In 1652, Jan van Riebeeck set up a refreshment station for ships bound to the Dutch East Indies in what is now Cape Town and requested slaves. The first slave, Abraham van Batavia arrived in 1653, and shortly afterward, a slaving voyage was undertaken from the Cape to Mauritius and Madagascar. Eventually, van Riebeeck forcibly enslaved Africans for work in the Cape Colony. In April 1657, there were ten slaves in the settlement, from a population of 144. That increased greatly the next year, when the Dutch captured a Portuguese slaver with 500 Angolan slaves, and 250 were taken to the Cape. Two months later, a further 228 slaves arrived from Guinea. The process was enhanced when settler colonialism commenced when former Dutch East India Company officials were granted land lots.

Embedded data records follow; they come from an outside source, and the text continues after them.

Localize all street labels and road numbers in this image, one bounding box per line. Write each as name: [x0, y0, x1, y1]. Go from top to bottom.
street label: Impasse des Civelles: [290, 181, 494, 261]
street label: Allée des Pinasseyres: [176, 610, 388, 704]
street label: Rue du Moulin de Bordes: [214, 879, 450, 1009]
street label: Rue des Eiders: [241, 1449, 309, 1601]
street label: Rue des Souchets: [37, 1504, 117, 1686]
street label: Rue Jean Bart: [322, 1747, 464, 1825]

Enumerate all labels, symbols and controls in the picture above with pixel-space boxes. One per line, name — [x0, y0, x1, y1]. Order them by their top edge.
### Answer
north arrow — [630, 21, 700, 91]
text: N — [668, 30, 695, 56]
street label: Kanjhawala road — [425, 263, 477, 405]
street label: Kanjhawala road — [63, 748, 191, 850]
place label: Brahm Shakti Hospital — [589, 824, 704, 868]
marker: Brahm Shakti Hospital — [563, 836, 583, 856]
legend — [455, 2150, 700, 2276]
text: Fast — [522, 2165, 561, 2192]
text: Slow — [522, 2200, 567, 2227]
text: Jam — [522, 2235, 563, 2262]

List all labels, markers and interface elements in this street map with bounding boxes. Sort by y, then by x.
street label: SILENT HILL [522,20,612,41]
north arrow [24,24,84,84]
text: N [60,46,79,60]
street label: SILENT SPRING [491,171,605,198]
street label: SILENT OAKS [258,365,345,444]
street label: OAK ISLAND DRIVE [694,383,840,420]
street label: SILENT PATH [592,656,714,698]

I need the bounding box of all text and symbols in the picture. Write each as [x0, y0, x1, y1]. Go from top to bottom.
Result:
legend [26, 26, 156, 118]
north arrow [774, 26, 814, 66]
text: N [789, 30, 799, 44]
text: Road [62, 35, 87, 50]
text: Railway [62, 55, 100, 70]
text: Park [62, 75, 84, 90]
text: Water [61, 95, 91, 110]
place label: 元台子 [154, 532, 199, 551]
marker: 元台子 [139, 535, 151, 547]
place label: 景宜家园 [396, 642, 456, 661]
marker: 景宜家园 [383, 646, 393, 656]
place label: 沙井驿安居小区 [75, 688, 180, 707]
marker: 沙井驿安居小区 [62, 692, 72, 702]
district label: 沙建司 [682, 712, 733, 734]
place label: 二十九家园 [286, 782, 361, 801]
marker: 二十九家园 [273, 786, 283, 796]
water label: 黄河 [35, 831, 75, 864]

The agricultural settlements of the Boers economically dislocated the pastoralKhoikhoi in Table Bay, who were forced to serve as servants due to their loss of grazing land. The Dutch colonists additionally imported slaves from Portuguese Mozambique, French Madagascar, and Dutch India. Slaves in the Dutch colonies were given poor food, subject to poor living conditions, and punished with whipping for fleeing or disobeying orders.
British rule
Threats to Dutch control of the Cape Colony had emerged in the 18th century, when the Dutch East India Company was weakened during the Fourth Anglo-Dutch War. During the 1780s, troops of the French Royal Army were stationed in the Cape to prevent invasion by Great Britain. The Cape was invaded by the British in 1795 during the War of the First Coalition, and occupied until 1803. Britain later formally annexed the Cape and later passed the Slave Trade Act 1807. It was enforced from 1808, ending the external slave trade. Slaves were permitted to be traded only within the colony. At the same time, Parliament passed a series of acts known as the amelioration laws designed to provide better living conditions for slaves. These acts allowed slaves to marry, purchase their own freedom, live with their families, and receive a basic education. The acts also limited punishments and work hours, and encouraged missionaries to convert Africans to Christianity. The first large wave of British settlers, the 1820 Settlers, were not permitted to own slaves.
Abolition
In 1833, the Slavery Abolition Act received Royal Assent from King William IV; this paved the way for the abolition of slavery within the British Empire and its colonies. It was reported that there were 38,427 slaves in the Cape of Good Hope in 1833, many fewer than in Jamaica, Barbados or Mauritius, though higher than the reported numbers in other British colonies. On 1 August 1834, all slaves in the British Empire were emancipated, but they were indentured to their former owners in an apprenticeship system which was abolished in two stages; the first set of apprenticeships came to an end on 1 August 1838, while the final apprenticeships were scheduled to cease on 1 August 1840, six years after the official emancipation.